Rap music is poetry. Now that you’ve finished rolling your eyes I think it’s time to refine my statement; good rap music is poetry. It’s been my own humble opinion since my junior year of high school, the very first time I heard the music of the late, great Notorious B.I.G. But I think this opinion is relevant now more than ever with the recent release of Kendrick Lamar’s album To Pimp a Butterfly.
This opinion might be a hard pill to swallow if your knowledge of rap music stops at the occasional popular party-rap song like the god-awful “Coco” by O.T Genesis. Judging rap music by songs like “Coco” is like judging all TV by shows like TLC’s “Honey Boo Boo”; it’s enjoyable at the right time but is by no means a standard.
When I say rap music is poetry I’m talking about the very best the genre has produced, “NY State of Mind” by Nas comes to mind. If “Coco” is “Honey Boo Boo,” then surely “NY State of Mind” is rap’s “Breaking Bad.” In “NY State of Mind,” Nasir bin Olu Dara Jones spends five glorious minutes describing the urban struggle that is life in Queensbridge, New York. Dare I say, it is the best five minutes of rap music you will find. That’s definitely not to say that every rap song has to be some form of social commentary or deal with serious topics. I’m not that guy who’s arguing for rap music to “get back to its roots,” which in actuality are more based in party than in any type of social commentary. I’m arguing for an end to the perception that the genre is all about money and self-indulgence because while that is definitely a part of rap music it is by no means the only part. Recognizing this is integral in creating the distinction between popular, catchy songs and poetic, meaningful songs.
This takes me back to my original point: rap albums like the recent To Pimp a Butterfly and 2014 Forest Hills Drive by J. Cole or even classics such as Ready to Die by Notorious B.I.G and 2pacalypse Now by Tupac Shakur are more than just rap albums – they are urban poetry. Remove the beats in the background and all the fancy musical effects and you hear a poem about the struggle for existence that is life in the urban world. It forces you to think deeply and appreciate the very fact that these individuals were not only able to survive their experiences but also that their stories unite; they tell the stories of hundreds maybe even thousands, who share similar experiences but are unable to express them in such a pleasant manner. Rap is a broad genre that encompasses various sub-genres which differ in topic, approach, style and even location. My familiarity lies primarily with East Coast rap, which has a tendency to be centered around the struggle of life in New York City. One of my favorite East Coast rap albums, arguably the most poetic of all, is the aforementioned Ready To Die by The Notorious B.I.G.

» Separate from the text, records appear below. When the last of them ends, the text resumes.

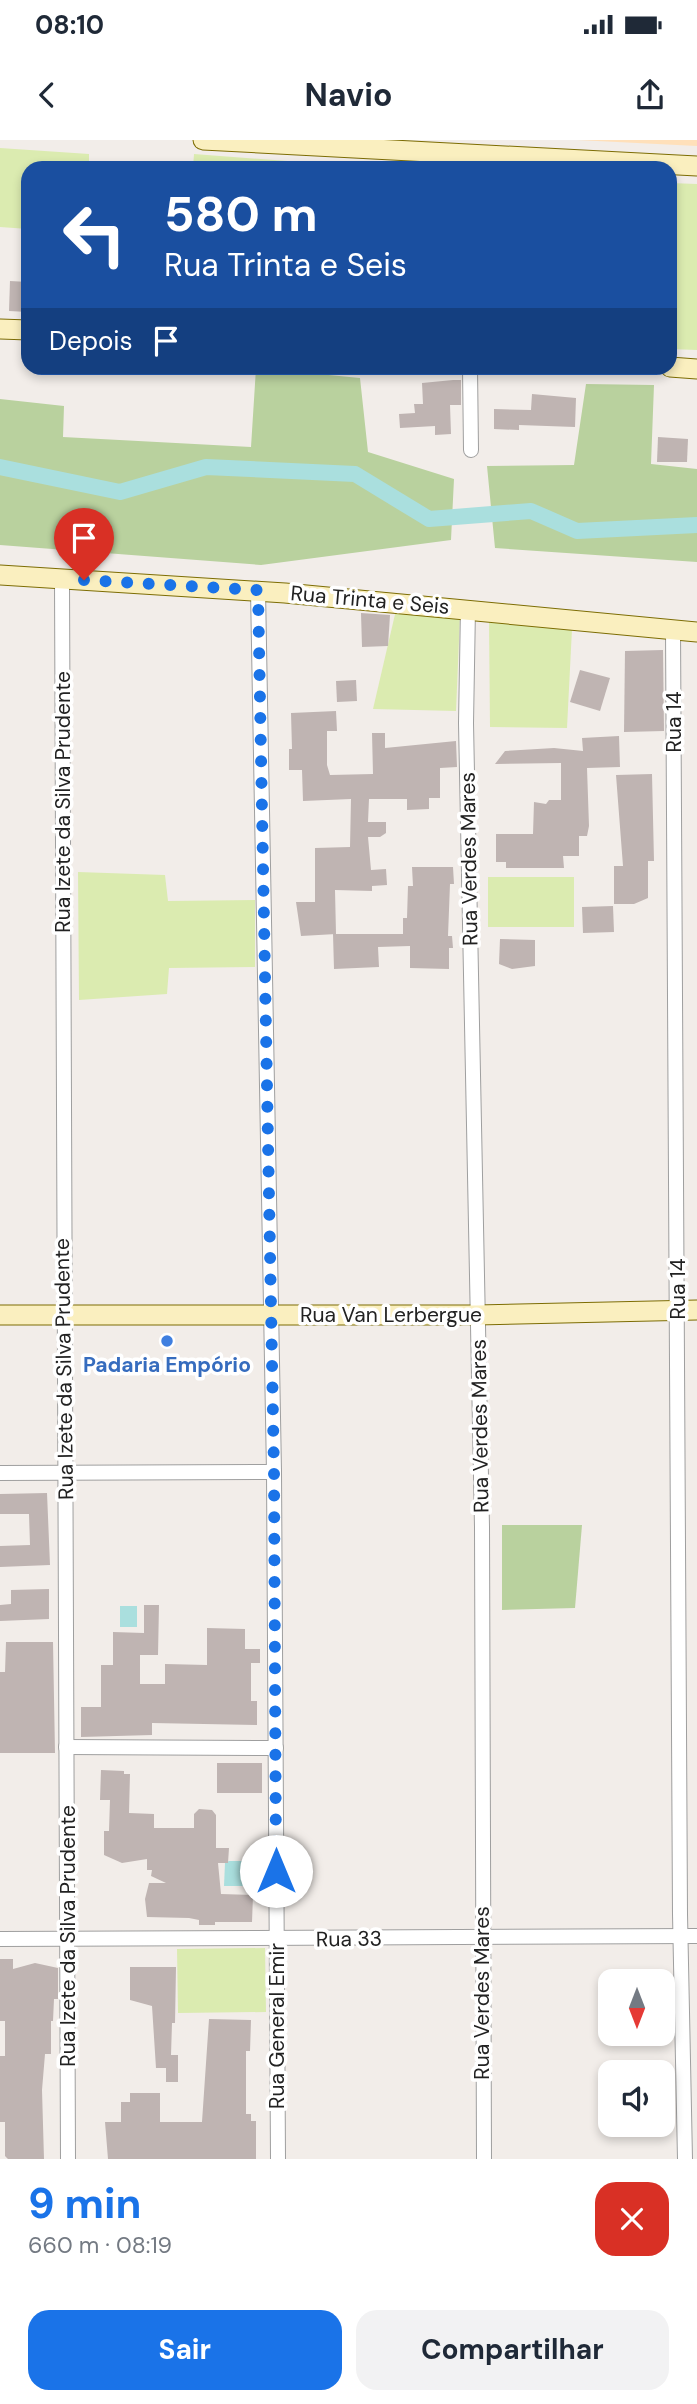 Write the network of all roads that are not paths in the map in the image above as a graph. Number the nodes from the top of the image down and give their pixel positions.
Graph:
1 (203, 140) edge
2 (469, 160) edge
3 (507, 161) edge
4 (677, 165) edge
5 (697, 166) edge
6 (0, 329) edge
7 (21, 330) edge
8 (677, 368) edge
9 (697, 369) edge
10 (470, 375) edge
11 (471, 450) dead end
12 (0, 575) edge
13 (62, 579) junction
14 (258, 590) junction
15 (468, 608) junction
16 (673, 629) junction
17 (697, 632) edge
18 (688, 1310) edge
19 (0, 1315) edge
20 (63, 1315) junction
21 (477, 1315) junction
22 (271, 1316) junction
23 (274, 1472) junction
24 (0, 1473) edge
25 (64, 1474) junction
26 (66, 1747) junction
27 (276, 1748) junction
28 (697, 1936) edge
29 (481, 1937) junction
30 (681, 1937) junction
31 (0, 1939) edge
32 (68, 1939) junction
33 (276, 1940) junction
34 (68, 2159) edge
35 (278, 2159) edge
36 (484, 2159) edge
37 (685, 2159) edge

1 - 2 street
2 - 3 street
4 - 5 street
6 - 7 street
8 - 9 street
10 - 11 street
12 - 13 street, Rua Trinta e Seis
13 - 14 street, Rua Trinta e Seis
13 - 20 street, Rua Izete da Silva Prudente
14 - 15 street, Rua Trinta e Seis
14 - 22 street, Rua General Emir
15 - 16 street, Rua Trinta e Seis
15 - 21 street, Rua Verdes Mares
16 - 17 street, Rua Trinta e Seis
16 - 18 street, Rua 14
18 - 21 street, Rua Van Lerbergue
18 - 30 street, Rua 14
19 - 20 street, Rua Van Lerbergue
20 - 22 street, Rua Van Lerbergue
20 - 25 street, Rua Izete da Silva Prudente
21 - 22 street, Rua Van Lerbergue
21 - 29 street, Rua Verdes Mares
22 - 23 street, Rua General Emir
23 - 25 street
23 - 27 street, Rua General Emir
24 - 25 street
25 - 26 street, Rua Izete da Silva Prudente
26 - 27 street
26 - 32 street, Rua Izete da Silva Prudente
27 - 33 street, Rua General Emir
28 - 30 street, Rua 33
29 - 30 street, Rua 33
29 - 33 street, Rua 33
29 - 36 street, Rua Verdes Mares
30 - 37 street, Rua 14
31 - 32 street, Rua 33
32 - 33 street, Rua 33
32 - 34 street, Rua Izete da Silva Prudente
33 - 35 street, Rua General Emir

Ready to Die by Notorious B.I.G is essentially an autobiography. The album tells the story of his life growing up poor, his transition into becoming a drug dealer, and the toll this life took. In songs such as “Ready To Die,” “Everyday Struggle” and “Suicidal Thoughts,” he sees no way to improve his current condition and struggles to find meaning in life.
Other songs, such as “Juicy,” tell about what has given him a purpose, what has stopped him from taking his own life when he has seen nothing but struggle, his childhood love and method of self-expression: rap music. This album has special significance for me because of the story it tells; it is a shift from the self-aggrandizement that has come to characterize rappers and drug dealers. Ready to Die is a cry for help from a tortured soul.

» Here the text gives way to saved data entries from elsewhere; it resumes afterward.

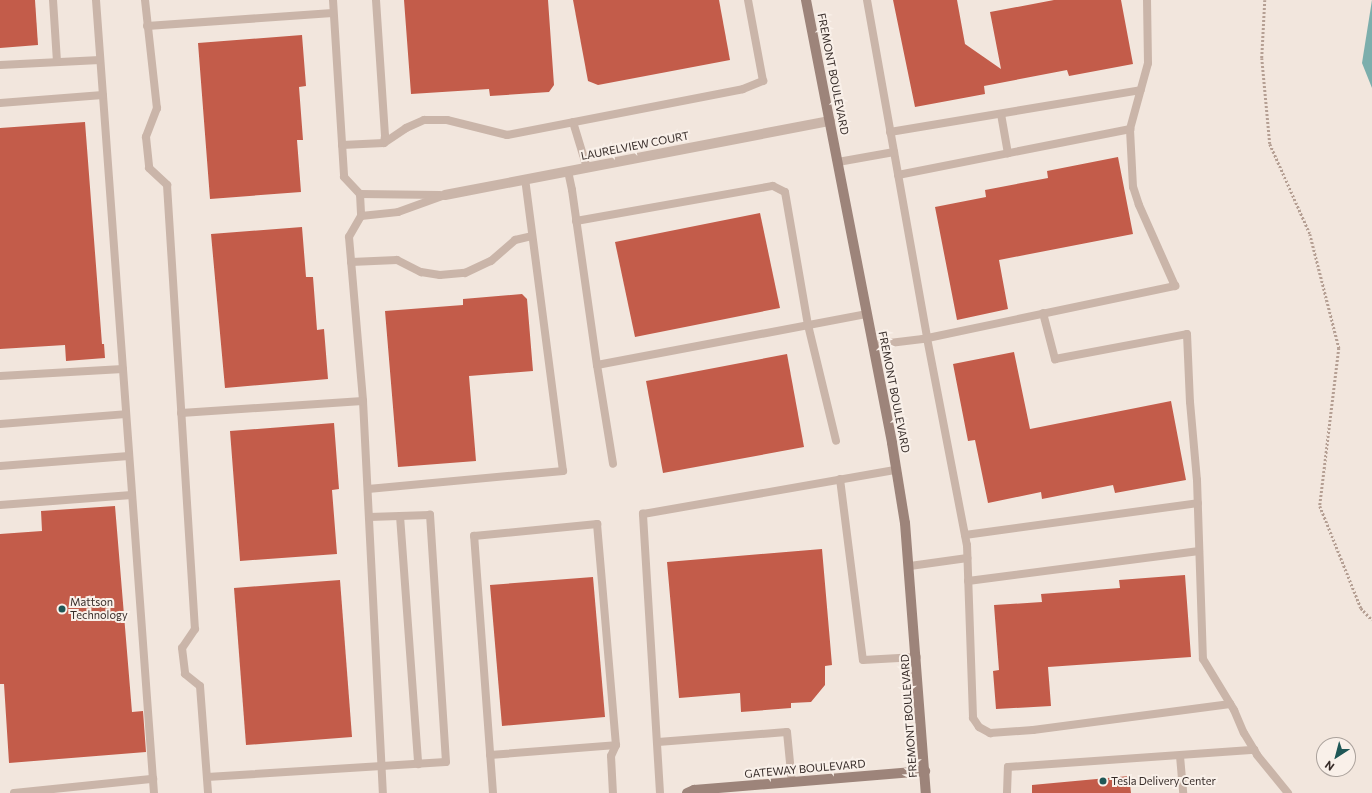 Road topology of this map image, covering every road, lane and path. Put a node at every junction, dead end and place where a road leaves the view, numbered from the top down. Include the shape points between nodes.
1 (53, 0) edge
2 (96, 0) edge
3 (145, 0) edge
4 (333, 0) edge
5 (376, 0) edge
6 (748, 0) edge
7 (806, 0) edge
8 (867, 0) edge
9 (1147, 0) edge
10 (1265, 0) edge
11 (334, 13) junction
12 (147, 26) junction
13 (100, 60) junction
14 (57, 62) junction
15 (0, 65) edge
16 (1141, 90) junction
17 (103, 95) junction
18 (0, 103) edge
19 (1001, 114) junction
20 (830, 121) junction
21 (573, 122) junction
22 (1130, 129) junction
23 (890, 132) junction
24 (384, 144) junction
25 (342, 145) junction
26 (894, 152) junction
27 (1008, 153) junction
28 (838, 162) junction
29 (587, 168) junction
30 (568, 172) junction
31 (898, 175) junction
32 (525, 180) junction
33 (360, 194) junction
34 (445, 195) junction
35 (361, 216) junction
36 (576, 221) junction
37 (532, 236) junction
38 (351, 262) junction
39 (1043, 313) junction
40 (867, 314) junction
41 (808, 325) junction
42 (927, 338) junction
43 (873, 345) junction
44 (598, 365) junction
45 (123, 368) junction
46 (0, 376) edge
47 (363, 401) junction
48 (181, 413) junction
49 (126, 414) junction
50 (0, 424) edge
51 (836, 441) dead end
52 (129, 456) junction
53 (613, 464) dead end
54 (0, 466) edge
55 (896, 470) junction
56 (840, 479) junction
57 (368, 489) junction
58 (132, 495) junction
59 (1198, 503) junction
60 (0, 505) edge
61 (400, 516) junction
62 (369, 517) junction
63 (965, 535) junction
64 (1199, 551) junction
65 (967, 558) junction
66 (910, 566) junction
67 (968, 581) junction
68 (1372, 620) edge
69 (917, 657) junction
70 (1230, 704) junction
71 (658, 742) junction
72 (616, 745) junction
73 (1254, 750) junction
74 (490, 755) junction
75 (1180, 756) junction
76 (418, 764) junction
77 (382, 767) junction
78 (925, 771) junction
79 (207, 777) junction
80 (153, 779) junction
81 (792, 783) junction
82 (692, 792) edge
83 (14, 793) edge
84 (154, 793) edge
85 (208, 793) edge
86 (383, 793) edge
87 (493, 793) edge
88 (613, 793) edge
89 (660, 793) edge
90 (926, 793) edge
91 (1007, 793) edge
92 (1183, 793) edge
93 (1288, 793) edge

1 - 14 lane
2 - 13 lane
3 - 12 lane
4 - 11 lane
5 - 24 lane
6 - 21 lane via 763,81 743,89
7 - 20 main road, FREMONT BOULEVARD
8 - 23 lane
9 - 16 lane via 1148,63
10 - 68 path via 1262,58 1270,144 1310,234 1339,348 1320,506 1361,608
11 - 12 lane
11 - 25 lane
12 - 48 lane via 157,108 146,137 149,168 167,185
13 - 14 lane
13 - 17 lane
14 - 15 lane
16 - 19 lane
16 - 22 lane
17 - 18 lane
17 - 45 lane
19 - 23 lane
19 - 27 lane
20 - 28 main road, FREMONT BOULEVARD
20 - 29 street, LAURELVIEW COURT
21 - 24 lane via 507,135 447,120 424,120 406,128
21 - 29 lane
22 - 27 lane
22 - 39 lane via 1133,187 1175,286
23 - 26 lane
24 - 25 lane
25 - 33 lane via 344,177
26 - 28 lane
26 - 31 lane
27 - 31 lane
28 - 40 main road, FREMONT BOULEVARD
29 - 30 street, LAURELVIEW COURT
30 - 32 street, LAURELVIEW COURT
30 - 36 lane
31 - 42 lane
32 - 34 street, LAURELVIEW COURT
32 - 37 lane
33 - 34 lane
33 - 35 lane
34 - 35 lane via 398,212
35 - 38 lane via 349,237
36 - 41 lane via 773,186 785,192
36 - 44 lane
37 - 38 lane via 515,240 491,260 465,273 440,275 421,272 397,260
37 - 57 lane via 563,471
38 - 47 lane
39 - 42 lane
39 - 59 lane via 1055,360 1187,334
40 - 41 lane
40 - 43 main road, FREMONT BOULEVARD
41 - 44 lane
41 - 51 lane
42 - 43 lane
42 - 63 lane
43 - 55 main road, FREMONT BOULEVARD
44 - 53 lane
45 - 46 lane
45 - 49 lane
47 - 48 lane
47 - 57 lane
48 - 79 lane via 195,629 182,648 186,674 200,686
49 - 50 lane
49 - 52 lane
52 - 54 lane
52 - 58 lane
55 - 56 lane
55 - 66 main road, FREMONT BOULEVARD
56 - 69 lane via 863,660
56 - 71 lane via 643,514
57 - 62 lane
58 - 60 lane
58 - 80 lane
59 - 63 lane
59 - 64 lane
61 - 62 lane
61 - 76 lane
61 - 76 lane via 430,515 446,762
62 - 77 lane
63 - 65 lane
64 - 67 lane
64 - 70 lane via 1203,659
65 - 66 lane
65 - 67 lane
66 - 69 main road, FREMONT BOULEVARD
67 - 70 lane via 973,718 979,727 990,733 1033,730
69 - 78 main road, FREMONT BOULEVARD
70 - 73 lane
71 - 81 lane via 787,732
71 - 89 lane
72 - 74 lane
72 - 74 lane via 597,524 474,536
72 - 88 lane via 611,756
73 - 75 lane
73 - 93 lane
74 - 87 lane
75 - 91 lane via 1008,767
75 - 92 lane
76 - 77 lane
77 - 79 lane
77 - 86 lane
78 - 81 main road, GATEWAY BOULEVARD
78 - 90 main road, FREMONT BOULEVARD
79 - 85 lane
80 - 83 lane
80 - 84 lane
81 - 82 main road, GATEWAY BOULEVARD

There is no formula for what makes a particular rap song a poem, but good rap music is poetry. Good rap music, like a good poem, conveys meaning to its audience, tells a story and has the power to ignite strong feelings. Tupac Shakur, considered by some to be the greatest rapper of all time, was in fact a poet before he became a rapper and had a book of poetry published posthumously titled “The Rose That Grew From Concrete.” In fact, an excerpt from that book’s most popular poem also titled “The Rose That Grew From Concrete” is heavily featured in PowerAde’s new “Just a Kid” ad campaign. It’s a poem well worth a read, and it makes for an ad well worth watching.